[STORED DATA Boundary: Start]

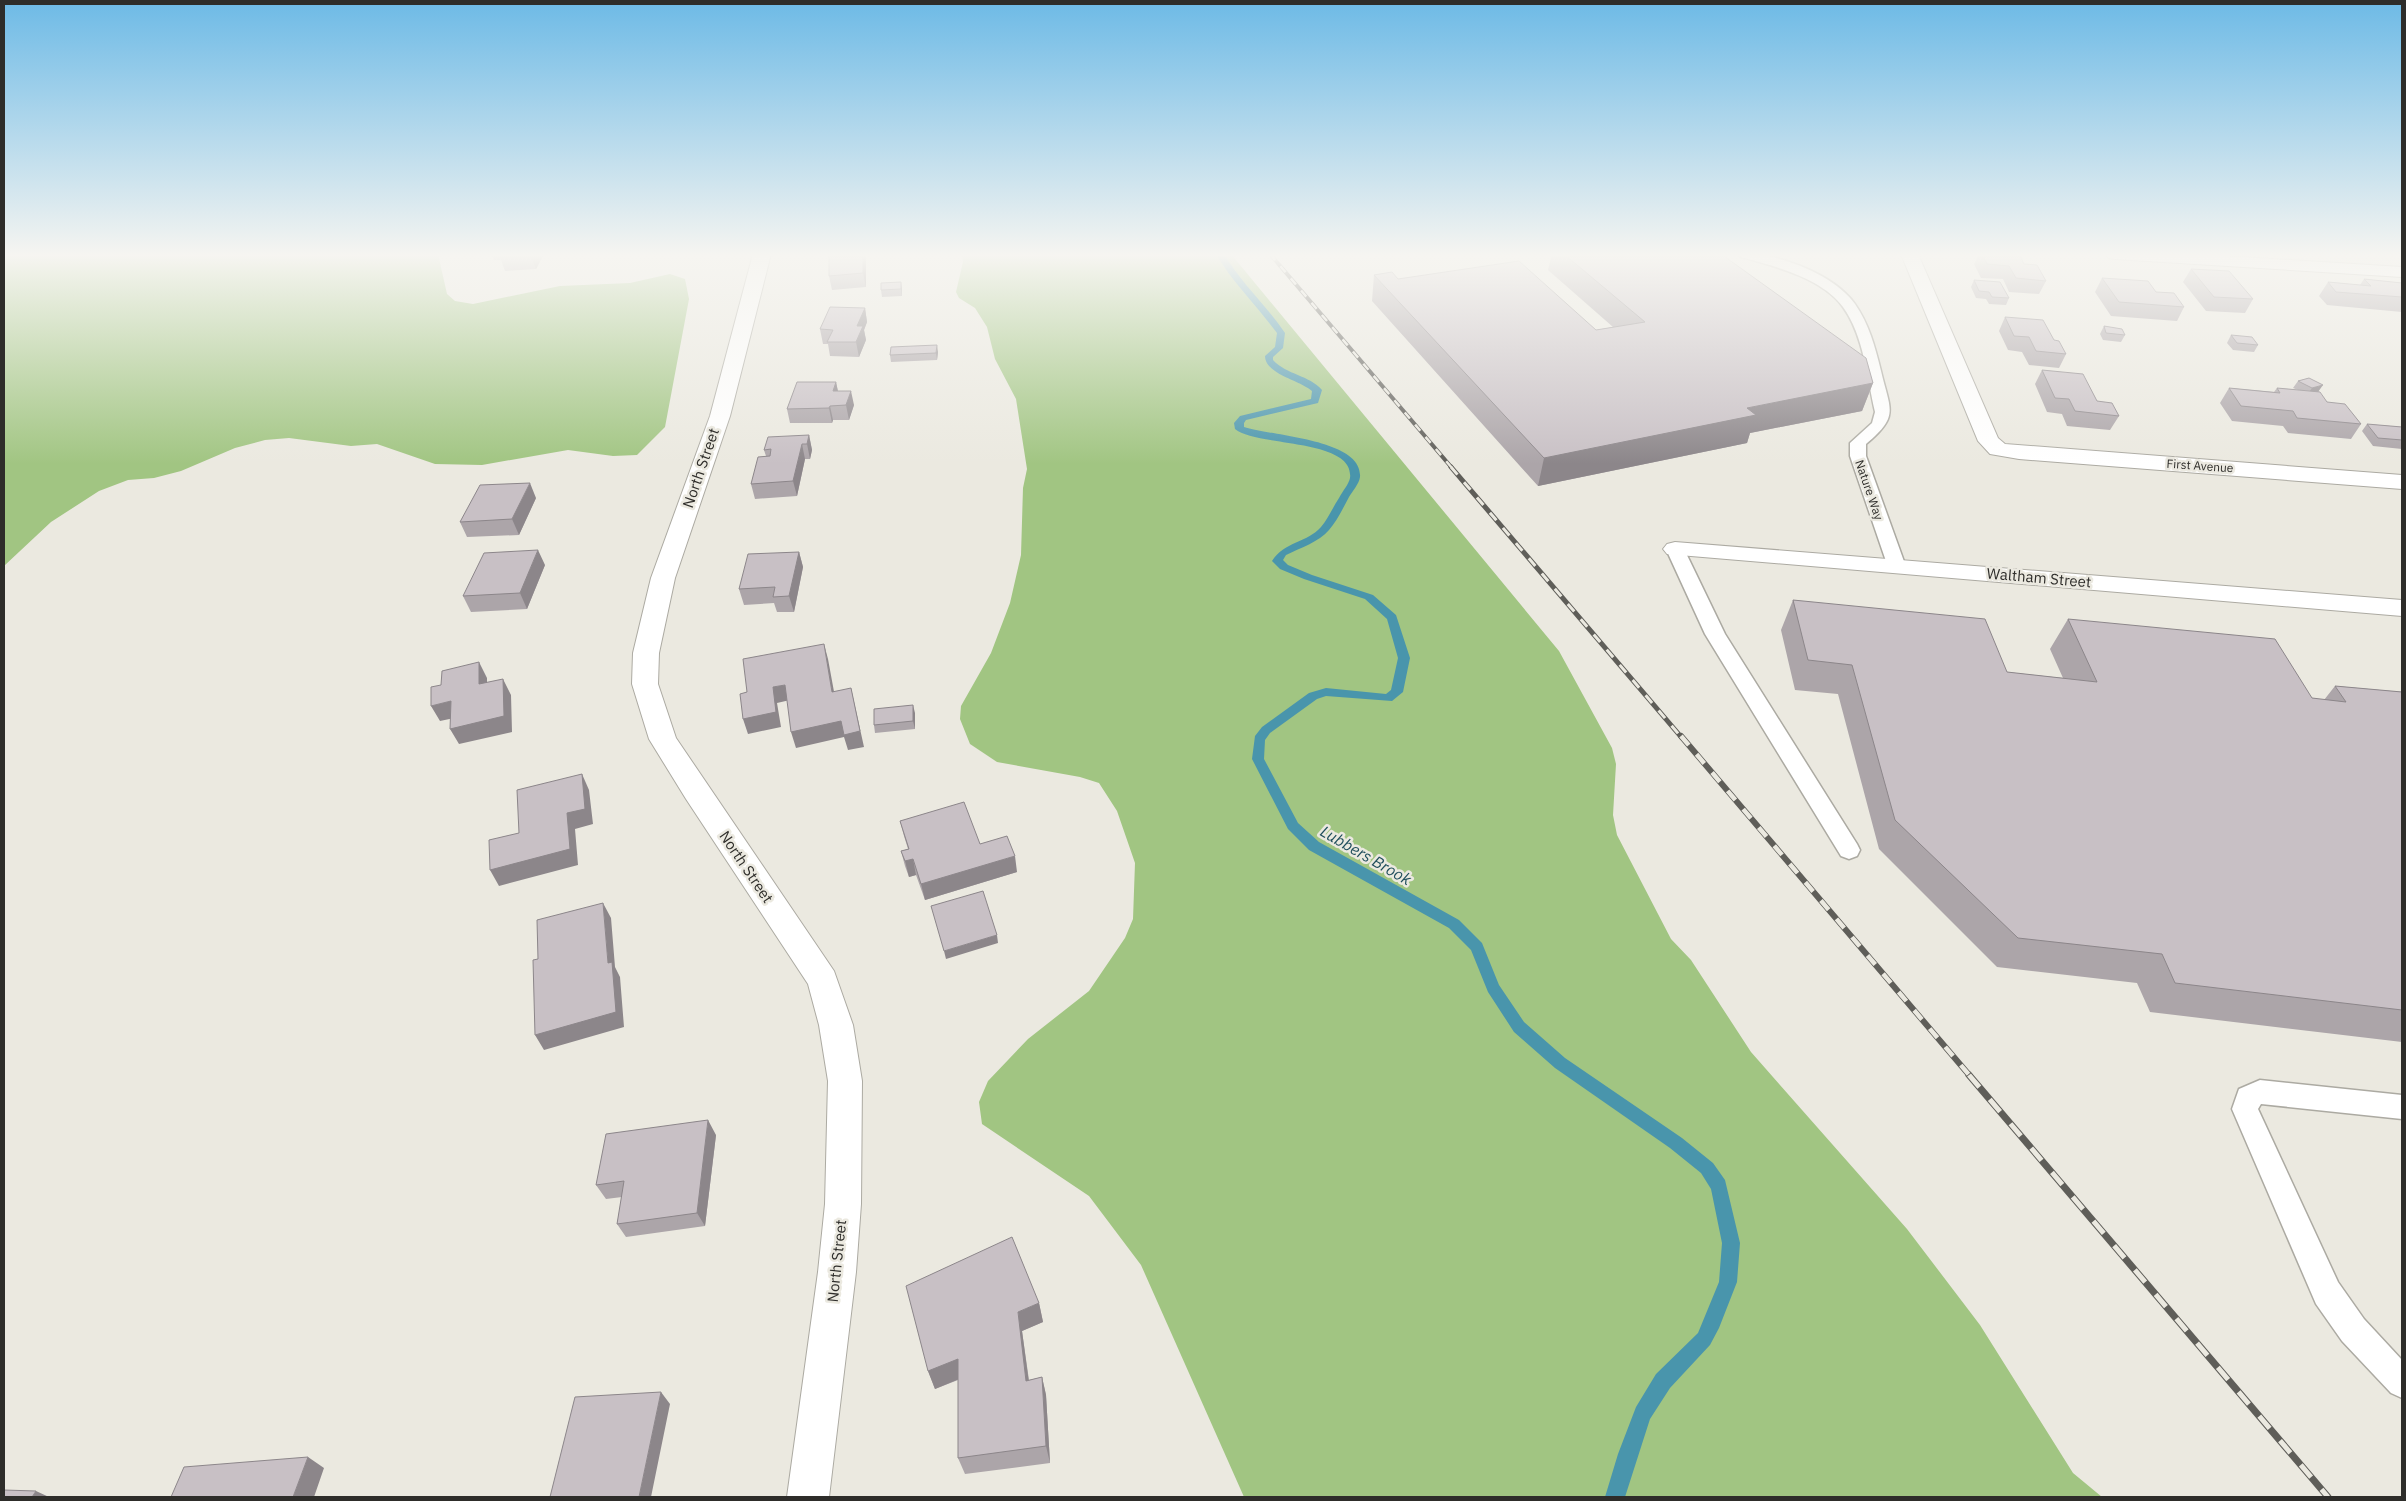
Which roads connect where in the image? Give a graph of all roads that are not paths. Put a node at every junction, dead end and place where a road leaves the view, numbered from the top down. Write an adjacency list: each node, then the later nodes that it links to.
1 (745, 324): 11 (street, North Street)
2 (1859, 324): 6 (lane, Nature Way)
3 (1941, 324): 4 (street, First Avenue)
4 (2402, 482)
5 (1675, 549): 6 (street, Waltham Street); 8 (lane)
6 (1897, 567): 7 (street, Waltham Street)
7 (2402, 608)
8 (1849, 850)
9 (2402, 1107): 10 (lane)
10 (2402, 1382)
11 (808, 1497)

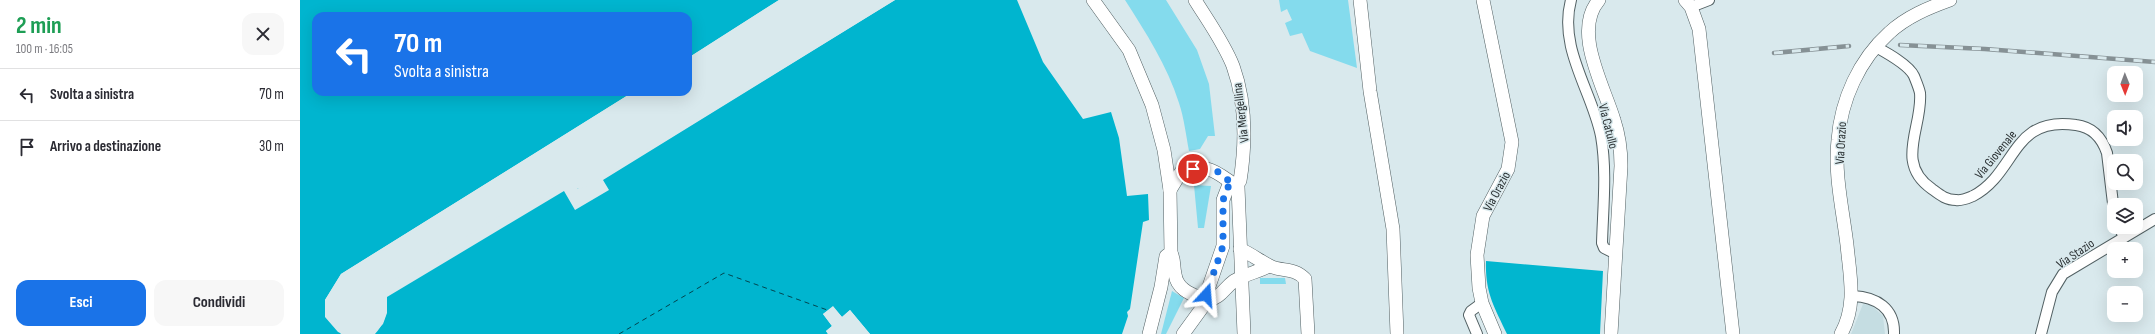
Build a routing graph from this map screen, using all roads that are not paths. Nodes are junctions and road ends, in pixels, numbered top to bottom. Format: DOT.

[STORED DATA Boundary: End]

YOUR OBJECTIVE: Print all of the data exactly, and do not carry over any pictures.

SOLUTION FOR THIS TASK:
Which roads connect where in the image? Give a graph of all roads that are not paths. Put a node at every junction, dead end and place where a road leaves the view, numbered from the top down. Write an adjacency list: each node, then the later nodes that it links to.
1 (745, 324): 11 (street, North Street)
2 (1859, 324): 6 (lane, Nature Way)
3 (1941, 324): 4 (street, First Avenue)
4 (2402, 482)
5 (1675, 549): 6 (street, Waltham Street); 8 (lane)
6 (1897, 567): 7 (street, Waltham Street)
7 (2402, 608)
8 (1849, 850)
9 (2402, 1107): 10 (lane)
10 (2402, 1382)
11 (808, 1497)

Build a routing graph from this map screen, using all roads that are not paths. Nodes are junctions and road ends, in pixels, numbered top to bottom. Format: DOT.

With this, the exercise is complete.